#### [Exercise description]
A verbatim copy of every entry is required. Produce it now.

Provided data START

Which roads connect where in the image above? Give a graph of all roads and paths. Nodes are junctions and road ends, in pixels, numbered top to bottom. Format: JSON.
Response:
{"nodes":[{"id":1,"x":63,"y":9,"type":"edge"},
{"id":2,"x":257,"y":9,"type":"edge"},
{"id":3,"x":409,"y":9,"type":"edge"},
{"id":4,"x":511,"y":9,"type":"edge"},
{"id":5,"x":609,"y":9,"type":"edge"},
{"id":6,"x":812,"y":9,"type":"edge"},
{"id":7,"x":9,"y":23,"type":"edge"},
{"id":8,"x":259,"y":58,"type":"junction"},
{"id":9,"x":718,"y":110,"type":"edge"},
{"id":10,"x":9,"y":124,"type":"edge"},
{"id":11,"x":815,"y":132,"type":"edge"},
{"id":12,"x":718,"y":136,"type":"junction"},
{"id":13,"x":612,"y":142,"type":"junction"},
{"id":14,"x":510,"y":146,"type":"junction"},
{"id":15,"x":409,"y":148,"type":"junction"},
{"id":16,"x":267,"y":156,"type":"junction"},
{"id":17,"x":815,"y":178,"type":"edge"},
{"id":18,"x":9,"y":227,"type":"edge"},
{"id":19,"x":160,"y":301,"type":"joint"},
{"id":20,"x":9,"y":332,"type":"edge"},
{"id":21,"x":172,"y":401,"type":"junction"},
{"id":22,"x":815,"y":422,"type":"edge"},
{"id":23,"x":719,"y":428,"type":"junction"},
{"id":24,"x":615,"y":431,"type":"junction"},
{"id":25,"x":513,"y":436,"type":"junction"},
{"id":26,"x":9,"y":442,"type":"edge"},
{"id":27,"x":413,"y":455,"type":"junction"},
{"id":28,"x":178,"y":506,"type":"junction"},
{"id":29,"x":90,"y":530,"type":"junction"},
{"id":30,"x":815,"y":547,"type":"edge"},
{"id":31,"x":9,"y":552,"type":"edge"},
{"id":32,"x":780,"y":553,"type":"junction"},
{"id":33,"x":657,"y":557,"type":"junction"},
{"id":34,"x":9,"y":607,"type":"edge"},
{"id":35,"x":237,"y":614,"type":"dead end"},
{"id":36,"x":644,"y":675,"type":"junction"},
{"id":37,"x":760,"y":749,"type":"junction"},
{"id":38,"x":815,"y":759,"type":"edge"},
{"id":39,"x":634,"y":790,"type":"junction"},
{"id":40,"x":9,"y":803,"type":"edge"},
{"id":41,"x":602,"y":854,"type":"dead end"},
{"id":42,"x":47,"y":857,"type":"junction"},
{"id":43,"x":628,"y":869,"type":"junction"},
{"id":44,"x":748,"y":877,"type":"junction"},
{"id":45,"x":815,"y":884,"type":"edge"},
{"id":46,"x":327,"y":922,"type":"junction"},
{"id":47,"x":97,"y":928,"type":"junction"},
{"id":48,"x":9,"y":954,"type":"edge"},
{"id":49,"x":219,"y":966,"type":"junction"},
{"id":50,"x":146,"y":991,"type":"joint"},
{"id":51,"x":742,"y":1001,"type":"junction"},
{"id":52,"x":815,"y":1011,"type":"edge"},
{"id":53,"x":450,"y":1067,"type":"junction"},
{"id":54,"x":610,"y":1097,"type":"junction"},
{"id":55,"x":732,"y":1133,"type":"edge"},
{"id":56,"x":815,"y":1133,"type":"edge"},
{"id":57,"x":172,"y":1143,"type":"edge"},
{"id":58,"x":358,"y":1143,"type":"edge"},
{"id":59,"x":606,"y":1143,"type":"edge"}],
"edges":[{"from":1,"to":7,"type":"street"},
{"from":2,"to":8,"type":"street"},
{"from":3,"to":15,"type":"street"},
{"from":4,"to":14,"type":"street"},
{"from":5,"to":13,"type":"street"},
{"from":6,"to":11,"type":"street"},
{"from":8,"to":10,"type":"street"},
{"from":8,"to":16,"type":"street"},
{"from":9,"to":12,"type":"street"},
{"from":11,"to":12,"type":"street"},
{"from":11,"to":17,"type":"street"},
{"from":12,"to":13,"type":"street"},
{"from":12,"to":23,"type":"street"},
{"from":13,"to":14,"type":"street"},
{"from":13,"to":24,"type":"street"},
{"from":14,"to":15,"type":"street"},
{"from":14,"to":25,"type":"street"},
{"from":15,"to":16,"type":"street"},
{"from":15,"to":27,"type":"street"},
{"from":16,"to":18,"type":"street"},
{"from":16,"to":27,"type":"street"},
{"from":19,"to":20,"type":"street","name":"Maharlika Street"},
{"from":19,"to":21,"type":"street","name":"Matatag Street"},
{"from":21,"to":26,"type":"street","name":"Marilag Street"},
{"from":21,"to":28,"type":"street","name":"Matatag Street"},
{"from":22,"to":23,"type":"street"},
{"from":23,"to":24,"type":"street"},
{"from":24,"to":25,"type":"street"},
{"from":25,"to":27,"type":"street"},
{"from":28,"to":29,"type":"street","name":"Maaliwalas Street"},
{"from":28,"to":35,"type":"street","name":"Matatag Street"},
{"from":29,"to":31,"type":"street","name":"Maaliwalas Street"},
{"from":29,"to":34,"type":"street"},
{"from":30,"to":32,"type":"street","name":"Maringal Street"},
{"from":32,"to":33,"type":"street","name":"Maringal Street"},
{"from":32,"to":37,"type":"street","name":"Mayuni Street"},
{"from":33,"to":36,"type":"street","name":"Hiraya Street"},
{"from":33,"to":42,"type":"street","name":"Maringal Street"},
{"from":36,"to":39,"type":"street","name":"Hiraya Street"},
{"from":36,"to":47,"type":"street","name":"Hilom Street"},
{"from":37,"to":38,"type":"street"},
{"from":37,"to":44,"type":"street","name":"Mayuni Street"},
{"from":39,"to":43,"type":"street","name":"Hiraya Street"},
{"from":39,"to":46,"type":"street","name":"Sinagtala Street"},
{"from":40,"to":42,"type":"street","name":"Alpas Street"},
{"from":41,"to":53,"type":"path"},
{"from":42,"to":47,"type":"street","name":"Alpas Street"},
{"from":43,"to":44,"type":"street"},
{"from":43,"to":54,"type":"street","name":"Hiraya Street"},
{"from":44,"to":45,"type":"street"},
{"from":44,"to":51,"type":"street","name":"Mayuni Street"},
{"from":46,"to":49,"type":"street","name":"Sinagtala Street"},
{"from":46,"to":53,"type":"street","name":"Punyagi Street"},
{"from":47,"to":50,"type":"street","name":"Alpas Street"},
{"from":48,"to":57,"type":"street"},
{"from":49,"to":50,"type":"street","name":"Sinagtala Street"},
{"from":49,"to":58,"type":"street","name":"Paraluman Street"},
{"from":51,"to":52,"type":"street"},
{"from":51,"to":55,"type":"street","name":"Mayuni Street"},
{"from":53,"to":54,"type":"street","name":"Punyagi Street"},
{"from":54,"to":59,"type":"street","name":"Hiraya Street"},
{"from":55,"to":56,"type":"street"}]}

Provided data END

#### [Problem solution]
Which roads connect where in the image above? Give a graph of all roads and paths. Nodes are junctions and road ends, in pixels, numbered top to bottom. Format: JSON.
Response:
{"nodes":[{"id":1,"x":63,"y":9,"type":"edge"},
{"id":2,"x":257,"y":9,"type":"edge"},
{"id":3,"x":409,"y":9,"type":"edge"},
{"id":4,"x":511,"y":9,"type":"edge"},
{"id":5,"x":609,"y":9,"type":"edge"},
{"id":6,"x":812,"y":9,"type":"edge"},
{"id":7,"x":9,"y":23,"type":"edge"},
{"id":8,"x":259,"y":58,"type":"junction"},
{"id":9,"x":718,"y":110,"type":"edge"},
{"id":10,"x":9,"y":124,"type":"edge"},
{"id":11,"x":815,"y":132,"type":"edge"},
{"id":12,"x":718,"y":136,"type":"junction"},
{"id":13,"x":612,"y":142,"type":"junction"},
{"id":14,"x":510,"y":146,"type":"junction"},
{"id":15,"x":409,"y":148,"type":"junction"},
{"id":16,"x":267,"y":156,"type":"junction"},
{"id":17,"x":815,"y":178,"type":"edge"},
{"id":18,"x":9,"y":227,"type":"edge"},
{"id":19,"x":160,"y":301,"type":"joint"},
{"id":20,"x":9,"y":332,"type":"edge"},
{"id":21,"x":172,"y":401,"type":"junction"},
{"id":22,"x":815,"y":422,"type":"edge"},
{"id":23,"x":719,"y":428,"type":"junction"},
{"id":24,"x":615,"y":431,"type":"junction"},
{"id":25,"x":513,"y":436,"type":"junction"},
{"id":26,"x":9,"y":442,"type":"edge"},
{"id":27,"x":413,"y":455,"type":"junction"},
{"id":28,"x":178,"y":506,"type":"junction"},
{"id":29,"x":90,"y":530,"type":"junction"},
{"id":30,"x":815,"y":547,"type":"edge"},
{"id":31,"x":9,"y":552,"type":"edge"},
{"id":32,"x":780,"y":553,"type":"junction"},
{"id":33,"x":657,"y":557,"type":"junction"},
{"id":34,"x":9,"y":607,"type":"edge"},
{"id":35,"x":237,"y":614,"type":"dead end"},
{"id":36,"x":644,"y":675,"type":"junction"},
{"id":37,"x":760,"y":749,"type":"junction"},
{"id":38,"x":815,"y":759,"type":"edge"},
{"id":39,"x":634,"y":790,"type":"junction"},
{"id":40,"x":9,"y":803,"type":"edge"},
{"id":41,"x":602,"y":854,"type":"dead end"},
{"id":42,"x":47,"y":857,"type":"junction"},
{"id":43,"x":628,"y":869,"type":"junction"},
{"id":44,"x":748,"y":877,"type":"junction"},
{"id":45,"x":815,"y":884,"type":"edge"},
{"id":46,"x":327,"y":922,"type":"junction"},
{"id":47,"x":97,"y":928,"type":"junction"},
{"id":48,"x":9,"y":954,"type":"edge"},
{"id":49,"x":219,"y":966,"type":"junction"},
{"id":50,"x":146,"y":991,"type":"joint"},
{"id":51,"x":742,"y":1001,"type":"junction"},
{"id":52,"x":815,"y":1011,"type":"edge"},
{"id":53,"x":450,"y":1067,"type":"junction"},
{"id":54,"x":610,"y":1097,"type":"junction"},
{"id":55,"x":732,"y":1133,"type":"edge"},
{"id":56,"x":815,"y":1133,"type":"edge"},
{"id":57,"x":172,"y":1143,"type":"edge"},
{"id":58,"x":358,"y":1143,"type":"edge"},
{"id":59,"x":606,"y":1143,"type":"edge"}],
"edges":[{"from":1,"to":7,"type":"street"},
{"from":2,"to":8,"type":"street"},
{"from":3,"to":15,"type":"street"},
{"from":4,"to":14,"type":"street"},
{"from":5,"to":13,"type":"street"},
{"from":6,"to":11,"type":"street"},
{"from":8,"to":10,"type":"street"},
{"from":8,"to":16,"type":"street"},
{"from":9,"to":12,"type":"street"},
{"from":11,"to":12,"type":"street"},
{"from":11,"to":17,"type":"street"},
{"from":12,"to":13,"type":"street"},
{"from":12,"to":23,"type":"street"},
{"from":13,"to":14,"type":"street"},
{"from":13,"to":24,"type":"street"},
{"from":14,"to":15,"type":"street"},
{"from":14,"to":25,"type":"street"},
{"from":15,"to":16,"type":"street"},
{"from":15,"to":27,"type":"street"},
{"from":16,"to":18,"type":"street"},
{"from":16,"to":27,"type":"street"},
{"from":19,"to":20,"type":"street","name":"Maharlika Street"},
{"from":19,"to":21,"type":"street","name":"Matatag Street"},
{"from":21,"to":26,"type":"street","name":"Marilag Street"},
{"from":21,"to":28,"type":"street","name":"Matatag Street"},
{"from":22,"to":23,"type":"street"},
{"from":23,"to":24,"type":"street"},
{"from":24,"to":25,"type":"street"},
{"from":25,"to":27,"type":"street"},
{"from":28,"to":29,"type":"street","name":"Maaliwalas Street"},
{"from":28,"to":35,"type":"street","name":"Matatag Street"},
{"from":29,"to":31,"type":"street","name":"Maaliwalas Street"},
{"from":29,"to":34,"type":"street"},
{"from":30,"to":32,"type":"street","name":"Maringal Street"},
{"from":32,"to":33,"type":"street","name":"Maringal Street"},
{"from":32,"to":37,"type":"street","name":"Mayuni Street"},
{"from":33,"to":36,"type":"street","name":"Hiraya Street"},
{"from":33,"to":42,"type":"street","name":"Maringal Street"},
{"from":36,"to":39,"type":"street","name":"Hiraya Street"},
{"from":36,"to":47,"type":"street","name":"Hilom Street"},
{"from":37,"to":38,"type":"street"},
{"from":37,"to":44,"type":"street","name":"Mayuni Street"},
{"from":39,"to":43,"type":"street","name":"Hiraya Street"},
{"from":39,"to":46,"type":"street","name":"Sinagtala Street"},
{"from":40,"to":42,"type":"street","name":"Alpas Street"},
{"from":41,"to":53,"type":"path"},
{"from":42,"to":47,"type":"street","name":"Alpas Street"},
{"from":43,"to":44,"type":"street"},
{"from":43,"to":54,"type":"street","name":"Hiraya Street"},
{"from":44,"to":45,"type":"street"},
{"from":44,"to":51,"type":"street","name":"Mayuni Street"},
{"from":46,"to":49,"type":"street","name":"Sinagtala Street"},
{"from":46,"to":53,"type":"street","name":"Punyagi Street"},
{"from":47,"to":50,"type":"street","name":"Alpas Street"},
{"from":48,"to":57,"type":"street"},
{"from":49,"to":50,"type":"street","name":"Sinagtala Street"},
{"from":49,"to":58,"type":"street","name":"Paraluman Street"},
{"from":51,"to":52,"type":"street"},
{"from":51,"to":55,"type":"street","name":"Mayuni Street"},
{"from":53,"to":54,"type":"street","name":"Punyagi Street"},
{"from":54,"to":59,"type":"street","name":"Hiraya Street"},
{"from":55,"to":56,"type":"street"}]}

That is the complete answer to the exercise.